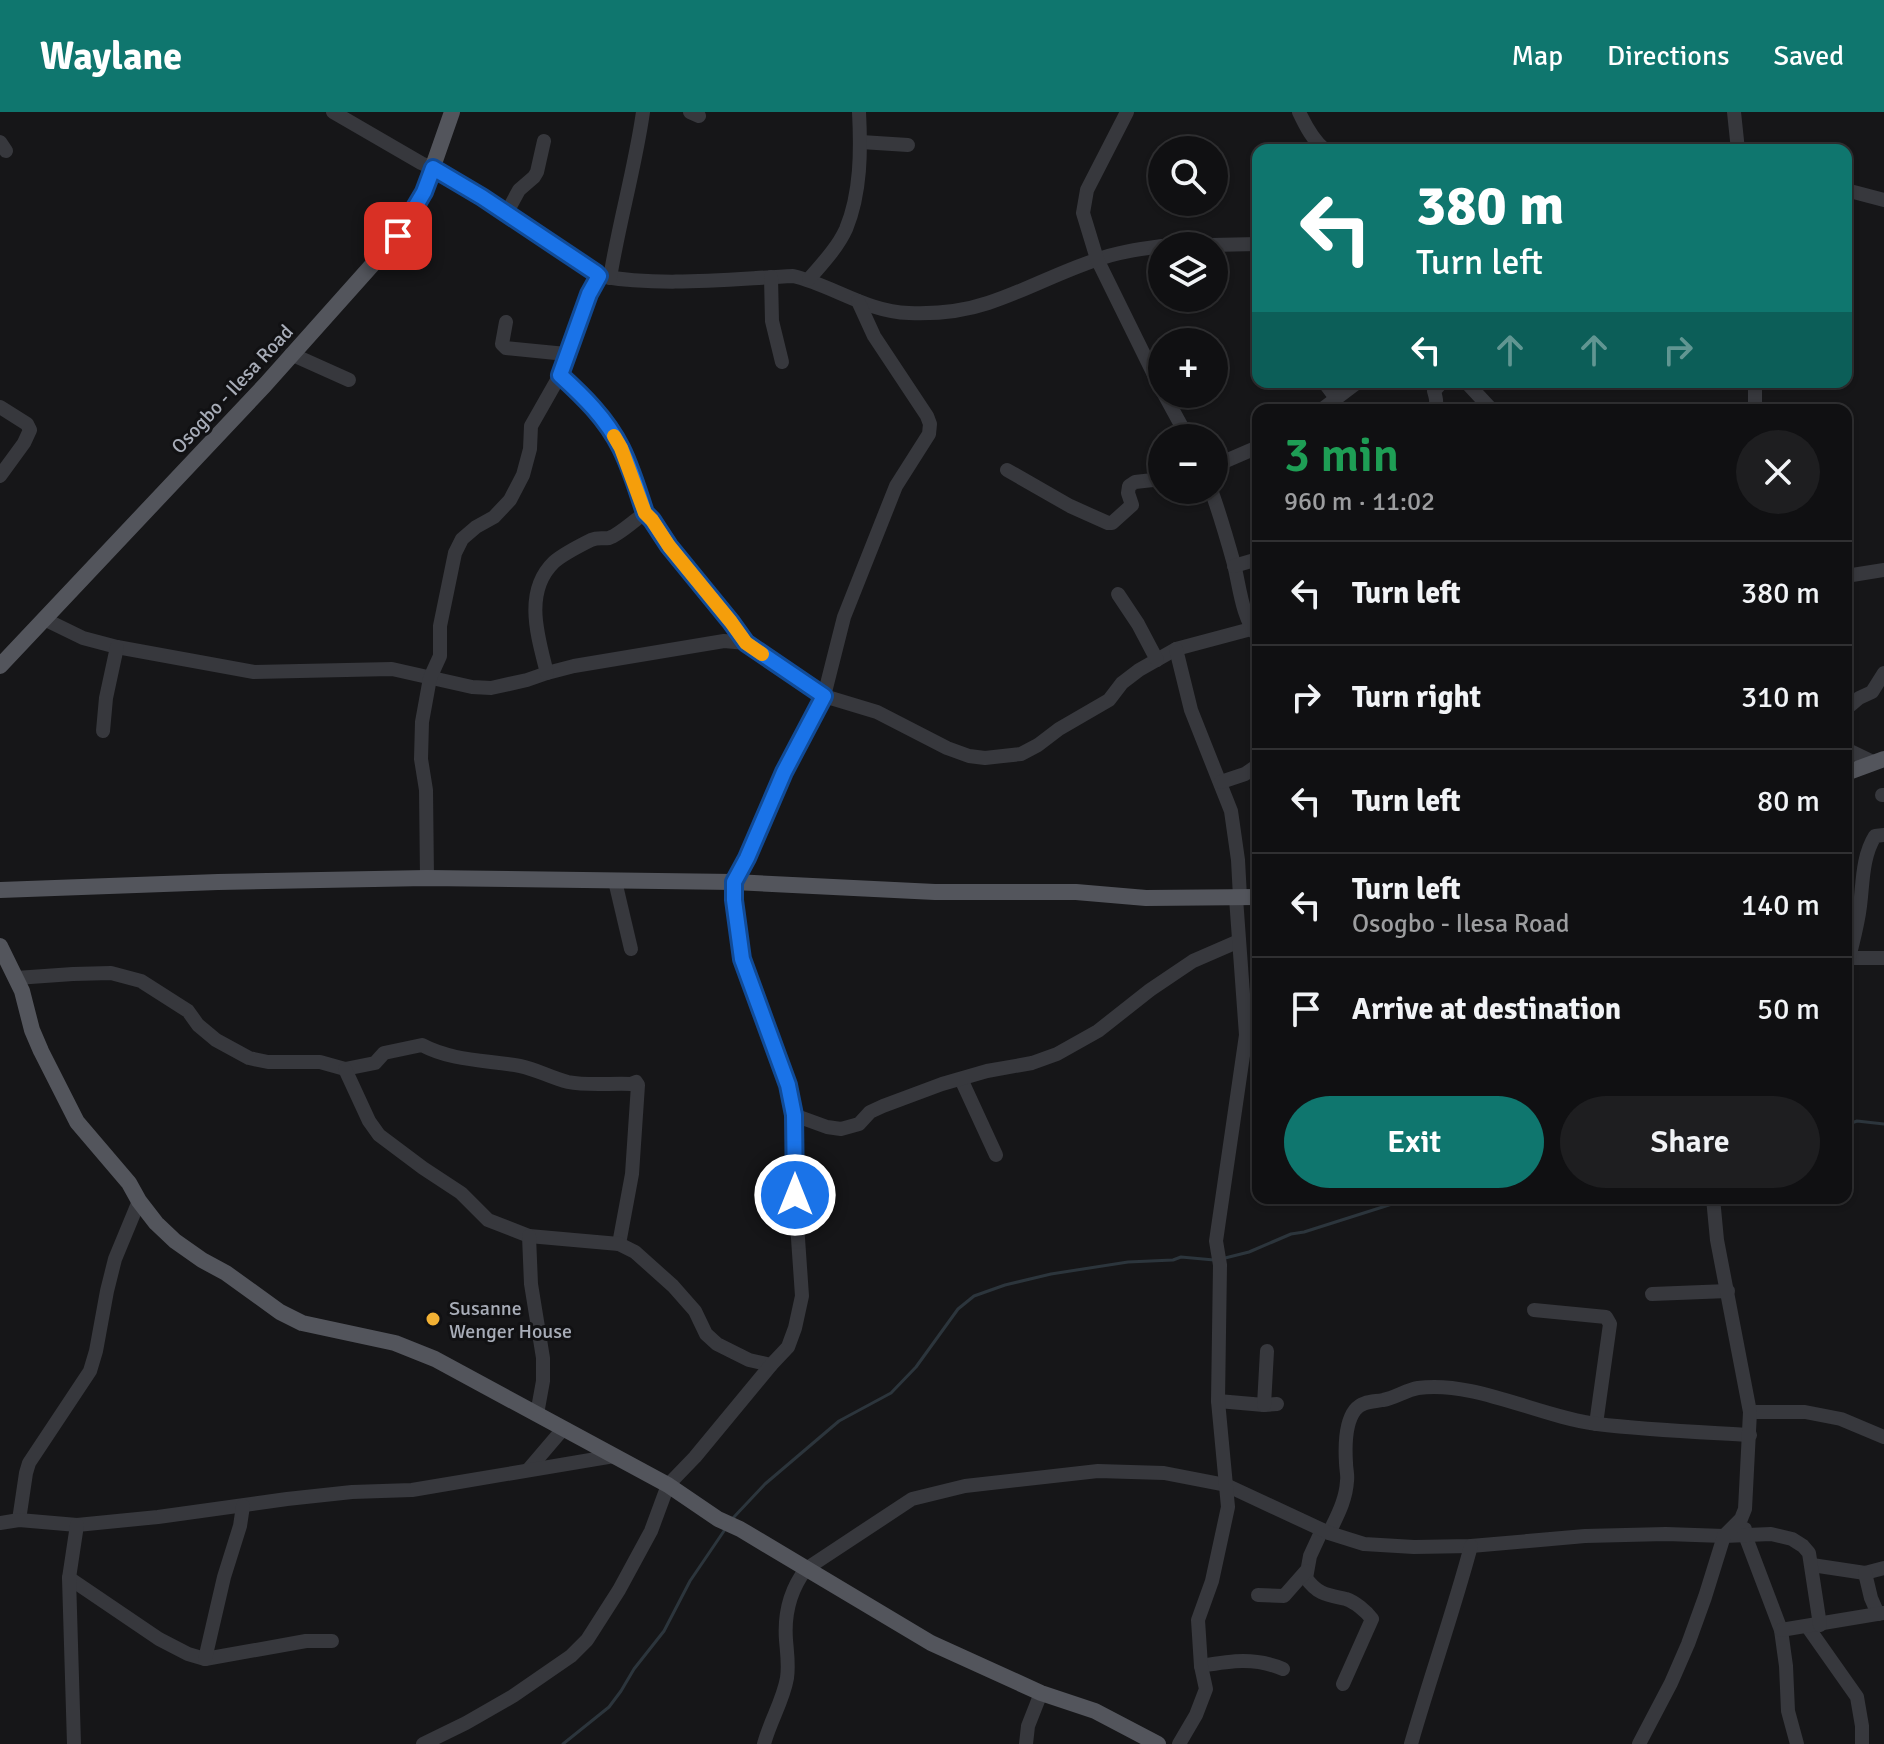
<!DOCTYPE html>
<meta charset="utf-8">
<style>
:root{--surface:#101012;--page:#1e1e20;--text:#f1f3f6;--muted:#9c9d9f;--line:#303032;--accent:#0f766e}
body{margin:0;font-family:Signika,sans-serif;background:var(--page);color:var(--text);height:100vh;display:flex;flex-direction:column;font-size:30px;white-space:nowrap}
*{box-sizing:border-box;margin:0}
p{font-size:26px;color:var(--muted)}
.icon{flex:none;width:44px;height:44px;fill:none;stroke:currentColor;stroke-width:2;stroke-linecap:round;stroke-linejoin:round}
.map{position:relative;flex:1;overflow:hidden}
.side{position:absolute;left:1252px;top:292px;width:600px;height:800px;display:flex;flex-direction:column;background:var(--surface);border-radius:16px;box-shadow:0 2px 6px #0004,0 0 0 2px var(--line)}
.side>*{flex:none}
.banner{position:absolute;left:1252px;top:32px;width:600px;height:244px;border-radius:16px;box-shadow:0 2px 6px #0004,0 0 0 2px var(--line);background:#0f766e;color:#fff;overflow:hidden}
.buttons{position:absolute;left:1148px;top:24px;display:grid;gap:16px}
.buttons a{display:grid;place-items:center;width:80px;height:80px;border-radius:50%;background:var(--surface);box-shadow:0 2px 6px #0004,0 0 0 2px var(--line);font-size:40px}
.pin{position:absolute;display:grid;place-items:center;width:68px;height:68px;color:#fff;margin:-34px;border-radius:16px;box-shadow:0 4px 12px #0006}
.me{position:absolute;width:88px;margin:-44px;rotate:0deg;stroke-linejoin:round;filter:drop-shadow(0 0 6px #0008)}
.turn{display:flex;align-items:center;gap:28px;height:168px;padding:0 32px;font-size:36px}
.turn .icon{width:104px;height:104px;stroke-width:2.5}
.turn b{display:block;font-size:56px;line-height:68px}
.lanes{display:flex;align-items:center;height:76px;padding:0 32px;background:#0003;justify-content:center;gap:40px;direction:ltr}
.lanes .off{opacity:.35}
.round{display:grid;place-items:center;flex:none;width:84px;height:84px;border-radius:42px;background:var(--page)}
.headline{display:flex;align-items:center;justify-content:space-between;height:136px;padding:0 32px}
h1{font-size:48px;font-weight:600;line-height:60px;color:#1e9e55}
.primary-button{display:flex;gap:16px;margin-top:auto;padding:16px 32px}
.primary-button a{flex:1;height:92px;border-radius:48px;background:var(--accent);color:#fff;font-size:32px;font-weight:600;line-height:92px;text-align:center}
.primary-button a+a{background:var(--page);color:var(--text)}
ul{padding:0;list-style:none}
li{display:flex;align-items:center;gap:24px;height:104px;padding:0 32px;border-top:2px solid var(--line)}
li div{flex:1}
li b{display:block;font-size:30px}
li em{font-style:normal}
header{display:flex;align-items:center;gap:48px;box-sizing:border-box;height:112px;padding:0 40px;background:var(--accent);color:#fff}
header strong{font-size:38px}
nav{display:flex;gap:44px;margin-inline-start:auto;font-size:28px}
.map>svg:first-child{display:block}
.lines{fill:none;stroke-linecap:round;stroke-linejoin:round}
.stream{stroke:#2c353c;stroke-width:3}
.minor{stroke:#37383d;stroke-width:14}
.major{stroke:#53555c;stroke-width:16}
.route-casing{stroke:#114b97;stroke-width:20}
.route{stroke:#1a73e8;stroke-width:14}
.slow{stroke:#f59e0b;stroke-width:14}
.poi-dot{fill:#f2b134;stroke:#111113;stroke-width:3}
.labels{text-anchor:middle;stroke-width:6;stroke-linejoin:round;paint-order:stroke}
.street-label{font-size:20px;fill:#a8adb8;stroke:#111113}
.poi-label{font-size:20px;fill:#a8adb8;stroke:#111113;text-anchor:start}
</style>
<header>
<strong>Waylane</strong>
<nav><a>Map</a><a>Directions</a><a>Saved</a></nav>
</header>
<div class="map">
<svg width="1884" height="1632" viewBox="0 0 1884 1632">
<rect width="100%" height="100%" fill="#161618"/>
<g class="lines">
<g class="stream">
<polyline points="1846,1013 1857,1009 1884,1012"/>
<polyline points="1225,1146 1249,1140 1291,1122 1304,1120 1411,1086"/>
<polyline points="733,1406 765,1372 839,1309 891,1281 916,1255 958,1197 974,1184 1005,1173 1051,1162 1128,1150 1173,1148 1181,1145 1214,1148"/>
<polyline points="563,1632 609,1595 621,1579 634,1557 664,1519 690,1469 726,1416"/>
</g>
<g class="minor">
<path d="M333 0 421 51 443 61 596 161 599 164C662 175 729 167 793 164 832 173 867 200 909 201 934 202 964 199 988 191 1025 179 1059 160 1096 148 1117 140 1140 137 1162 134"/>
<polyline points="690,0 699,4"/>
<polyline points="1127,0 1087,78 1083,101 1097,147 1162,279"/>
<path d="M1299 0C1306 15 1313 28 1325 38"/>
<polyline points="1734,0 1738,38"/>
<polyline points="0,30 6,39"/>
<polyline points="861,30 908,33"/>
<polyline points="1846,78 1884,88"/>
<polyline points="506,102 519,78 534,65 537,60 544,29"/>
<polyline points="1164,134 1258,132"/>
<polyline points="771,165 772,209 782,250"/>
<path d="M610 166C619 110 635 56 643 0"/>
<path d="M809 167C822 152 838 135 846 117 861 81 861 38 859 0"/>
<polyline points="506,210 502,232 506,236 566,242"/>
<polyline points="291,242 349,268"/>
<polyline points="560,263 585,286 606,311 621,336 645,401 669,434 731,510 746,531 824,584 877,600 947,636 969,644 985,646 1021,642 1038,633 1059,617 1109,588 1122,571 1139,558 1176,537 1251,517"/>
<polyline points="1324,270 1336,286"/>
<polyline points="1466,270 1492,298"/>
<polyline points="1164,282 1188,326"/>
<polyline points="0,295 27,312 30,318 24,331 0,364"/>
<polyline points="1321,298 1358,270"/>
<path d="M1433 298C1438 292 1436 286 1434 279L1442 270"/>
<polyline points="1755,298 1755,270"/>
<polyline points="1214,354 1258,335"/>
<polyline points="1007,358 1070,394 1108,411 1112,411 1132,393 1128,381 1129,374 1135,370 1162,367"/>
<path d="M1211 378C1220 402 1227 427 1234 452 1240 477 1242 505 1258 525"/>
<polyline points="1234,454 1258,447"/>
<polyline points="1846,464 1884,458"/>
<polyline points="1118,482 1138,512 1157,548"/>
<polyline points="44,507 83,526 117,535 254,560 392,557 472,575 491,576 527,568 547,561 574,554 724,529 746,531"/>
<polyline points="1176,537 1191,598 1231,699 1238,748 1240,785"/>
<path d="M547 561C538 525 523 480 554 450 562 443 581 433 591 428 598 425 603 427 609 426 619 423 636 407 645 401"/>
<polyline points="1846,597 1859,586 1872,580 1884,561"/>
<polyline points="103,619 106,586 117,535"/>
<polyline points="1846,637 1873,650"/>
<polyline points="1221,670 1245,662 1258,653"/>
<polyline points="1882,683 1884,683"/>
<polyline points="427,766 426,678 421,647 422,610 430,566 440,544 440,514 455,441 462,427 476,415 494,405 510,388 523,363 530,337 531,314 560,263 589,182 599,164"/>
<polyline points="615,769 631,837"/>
<polyline points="1846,846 1884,846"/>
<path d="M1849 846C1853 829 1858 812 1860 794 1863 771 1862 745 1875 724L1884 723"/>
<path d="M16 866 73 862 111 861 141 869 188 899 198 913 216 928 249 946 268 950H320L345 957 375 951 384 941 422 933C452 949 486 948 520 954 536 957 551 966 568 970 588 974 611 971 631 972L636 970 638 973 632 1062 619 1132"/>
<polyline points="345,957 369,1009 379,1023 423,1056 461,1081 488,1108 529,1124 619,1132 635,1140 673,1174 695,1199 706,1222 717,1232 749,1248 771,1253"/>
<polyline points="961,967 996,1043"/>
<polyline points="794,1003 827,1015 841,1017 859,1012 870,1000 883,994 942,972 987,959 1032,951 1057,942 1098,919 1150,878 1193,849 1239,829"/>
<polyline points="529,1124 531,1172 543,1246 543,1269 537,1302"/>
<polyline points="1652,1182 1728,1179"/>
<polyline points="1534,1198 1606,1205 1610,1212 1596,1312"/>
<polyline points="1218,1289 1264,1293 1277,1292"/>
<polyline points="1264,1293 1267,1239"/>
<polyline points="1750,1300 1805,1300 1841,1307 1884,1325"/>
<polyline points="528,1358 563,1317"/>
<polyline points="19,1408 26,1361 29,1351 90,1259 96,1239 107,1179 115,1147 139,1089"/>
<polyline points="0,1411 19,1408 77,1413 158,1405 287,1387 352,1380 412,1378 614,1344"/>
<polyline points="1745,1417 1745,1423 1781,1518 1786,1554 1788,1599 1797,1632"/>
<path d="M1322 1418 1310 1444 1306 1466C1318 1483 1328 1483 1346 1487 1355 1490 1366 1499 1372 1507L1343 1572"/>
<path d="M1329 1421C1337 1404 1346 1388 1347 1369 1348 1363 1346 1357 1346 1351 1345 1335 1345 1311 1355 1298 1362 1289 1373 1290 1383 1288 1395 1286 1406 1278 1418 1276 1474 1268 1540 1305 1597 1312 1647 1318 1699 1320 1750 1323"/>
<polyline points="1812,1453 1865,1461 1884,1456"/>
<polyline points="1865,1461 1871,1486 1878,1502"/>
<polyline points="69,1466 159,1527 188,1542 205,1547 306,1529 332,1529"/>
<polyline points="1258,1483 1284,1484 1306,1459"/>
<polyline points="1807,1514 1857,1585 1862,1614 1862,1632"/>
<polyline points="1781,1518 1884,1501"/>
<polyline points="205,1547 224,1465 240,1414 243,1394"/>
<path d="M1201 1554C1231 1549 1254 1545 1283 1557"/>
<polyline points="74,1632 69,1466 77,1413"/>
<polyline points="423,1632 466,1611 513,1584 571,1544 587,1528 619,1478 651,1419 668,1373 695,1345 771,1253 788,1235 795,1216 802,1184 795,1083 794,1003 788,973 742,847 734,788 734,770 747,746 784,660 824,584 844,505 896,374 929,322 930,312 927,304 874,224 858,189"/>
<path d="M764 1632C770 1609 783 1589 787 1566 789 1553 787 1541 786 1528 784 1501 790 1478 806 1457L912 1387 965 1374 1098 1359 1164 1361 1226 1373 1329 1421 1364 1432 1414 1435 1471 1434 1585 1424 1666 1422 1724 1424 1771 1422 1792 1427 1803 1434 1809 1441 1820 1513"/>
<polyline points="1026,1632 1028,1614 1041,1581"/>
<polyline points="1179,1632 1196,1603 1206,1577 1201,1554 1198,1508 1212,1469 1228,1395 1218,1289 1220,1153 1216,1129 1246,923 1236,786"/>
<path d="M1411 1632C1430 1566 1453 1501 1471 1434"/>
<polyline points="1639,1632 1671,1571 1688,1532 1705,1485 1724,1424 1741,1407 1745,1397 1750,1300 1717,1128 1713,1086"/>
</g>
<g class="major">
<polyline points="0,554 265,273 398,124 424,80 452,0"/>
<polyline points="1846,661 1884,647"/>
<polyline points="0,778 218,770 427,766 734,770 935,780 1076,780 1146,786 1258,785"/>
<polyline points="0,834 22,879 32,918 41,939 77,1010 129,1071 139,1089 156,1111 175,1129 202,1148 226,1161 280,1200 302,1211 395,1231 435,1247 668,1373 718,1407 740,1417 931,1531 1041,1581 1095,1599 1158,1632"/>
</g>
</g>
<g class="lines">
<g class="route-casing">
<path id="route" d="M398 124 424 80 433 56 482 85 596 161 599 164 589 182 560 263C583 284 606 306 621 336 631 356 638 379 645 401L652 408 669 434 731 510 746 531 824 584 784 660 747 746 734 770V788L742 847 788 973 794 1003 795 1083"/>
</g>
<use href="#route" class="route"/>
<polyline class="slow" points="614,324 621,336 645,401 652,408 669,434 731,510 746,531 762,542"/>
</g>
<circle class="poi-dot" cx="433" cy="1207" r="8"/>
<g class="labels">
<g class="street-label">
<text transform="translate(232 277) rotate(-47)" y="7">Osogbo - Ilesa Road</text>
</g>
<g class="poi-label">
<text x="449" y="1203">Susanne<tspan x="449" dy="23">Wenger House</tspan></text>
</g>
</g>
</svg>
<div class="buttons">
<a><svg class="icon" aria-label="search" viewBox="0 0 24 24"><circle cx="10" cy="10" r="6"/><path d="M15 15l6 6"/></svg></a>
<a><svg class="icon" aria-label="layers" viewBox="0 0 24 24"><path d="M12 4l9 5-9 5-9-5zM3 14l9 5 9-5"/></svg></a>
<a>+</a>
<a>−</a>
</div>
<div class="pin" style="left:398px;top:124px;background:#d93025"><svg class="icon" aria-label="arrive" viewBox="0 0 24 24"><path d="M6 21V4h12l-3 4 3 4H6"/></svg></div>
<svg class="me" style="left:795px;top:1083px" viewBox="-20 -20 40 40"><circle r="17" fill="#1a73e8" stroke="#fff" stroke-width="3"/><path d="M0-11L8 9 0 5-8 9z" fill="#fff"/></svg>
<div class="banner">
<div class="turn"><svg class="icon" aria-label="left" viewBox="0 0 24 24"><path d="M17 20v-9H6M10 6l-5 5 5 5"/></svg><div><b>380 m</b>Turn left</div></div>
<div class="lanes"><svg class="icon" aria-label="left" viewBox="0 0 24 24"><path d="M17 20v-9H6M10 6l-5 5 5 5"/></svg><svg class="icon off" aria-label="ahead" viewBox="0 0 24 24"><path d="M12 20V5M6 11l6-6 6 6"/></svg><svg class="icon off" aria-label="ahead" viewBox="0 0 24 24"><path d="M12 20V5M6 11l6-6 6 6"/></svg><svg class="icon off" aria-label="right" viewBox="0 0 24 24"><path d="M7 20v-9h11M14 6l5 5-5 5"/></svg></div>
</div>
<section class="side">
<div class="headline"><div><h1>3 min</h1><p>960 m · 11:02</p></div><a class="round"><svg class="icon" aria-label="close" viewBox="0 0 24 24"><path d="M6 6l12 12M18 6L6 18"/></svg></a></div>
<ul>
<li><svg class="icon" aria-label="left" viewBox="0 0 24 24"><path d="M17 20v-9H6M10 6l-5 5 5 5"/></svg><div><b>Turn left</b></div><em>380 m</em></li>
<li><svg class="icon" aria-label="right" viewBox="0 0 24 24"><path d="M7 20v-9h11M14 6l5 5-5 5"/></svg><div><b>Turn right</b></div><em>310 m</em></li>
<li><svg class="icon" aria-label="left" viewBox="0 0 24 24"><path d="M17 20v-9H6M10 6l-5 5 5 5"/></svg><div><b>Turn left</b></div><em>80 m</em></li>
<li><svg class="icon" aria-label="left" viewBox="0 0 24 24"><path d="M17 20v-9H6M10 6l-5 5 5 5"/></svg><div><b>Turn left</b><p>Osogbo - Ilesa Road</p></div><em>140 m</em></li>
<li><svg class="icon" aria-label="arrive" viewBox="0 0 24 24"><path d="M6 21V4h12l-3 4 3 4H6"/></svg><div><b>Arrive at destination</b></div><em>50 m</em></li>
</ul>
<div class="primary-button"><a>Exit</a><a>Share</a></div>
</section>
</div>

**********

= WHAT TO PRODUCE =
Go line by line through the data above and report each one that holds the string "absolute".

= RESULT OF THE TASK =
.side{position:absolute;left:1252px;top:292px;width:600px;height:800px;display:flex;flex-direction:column;background:var(--surface);border-radius:16px;box-shadow:0 2px 6px #0004,0 0 0 2px var(--line)}
.banner{position:absolute;left:1252px;top:32px;width:600px;height:244px;border-radius:16px;box-shadow:0 2px 6px #0004,0 0 0 2px var(--line);background:#0f766e;color:#fff;overflow:hidden}
.buttons{position:absolute;left:1148px;top:24px;display:grid;gap:16px}
.pin{position:absolute;display:grid;place-items:center;width:68px;height:68px;color:#fff;margin:-34px;border-radius:16px;box-shadow:0 4px 12px #0006}
.me{position:absolute;width:88px;margin:-44px;rotate:0deg;stroke-linejoin:round;filter:drop-shadow(0 0 6px #0008)}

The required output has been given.